[Opening DATASET section]

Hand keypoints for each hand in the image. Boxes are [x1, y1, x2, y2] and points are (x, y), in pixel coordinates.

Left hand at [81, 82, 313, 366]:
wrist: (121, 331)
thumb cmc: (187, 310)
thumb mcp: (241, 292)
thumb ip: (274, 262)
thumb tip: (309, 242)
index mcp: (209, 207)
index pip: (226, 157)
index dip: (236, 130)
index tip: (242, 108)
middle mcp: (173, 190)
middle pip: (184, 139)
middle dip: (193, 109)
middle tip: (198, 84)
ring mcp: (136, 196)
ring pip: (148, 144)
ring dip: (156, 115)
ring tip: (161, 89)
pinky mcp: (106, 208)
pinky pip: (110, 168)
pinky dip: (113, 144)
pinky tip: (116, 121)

[Closing DATASET section]

Check every line of the records, and copy the ones that hold the word "thumb".

§ **FINAL ANSWER**
thumb cmc: (187, 310)
thumb mcp: (241, 292)
thumb ip: (274, 262)
thumb tip: (309, 242)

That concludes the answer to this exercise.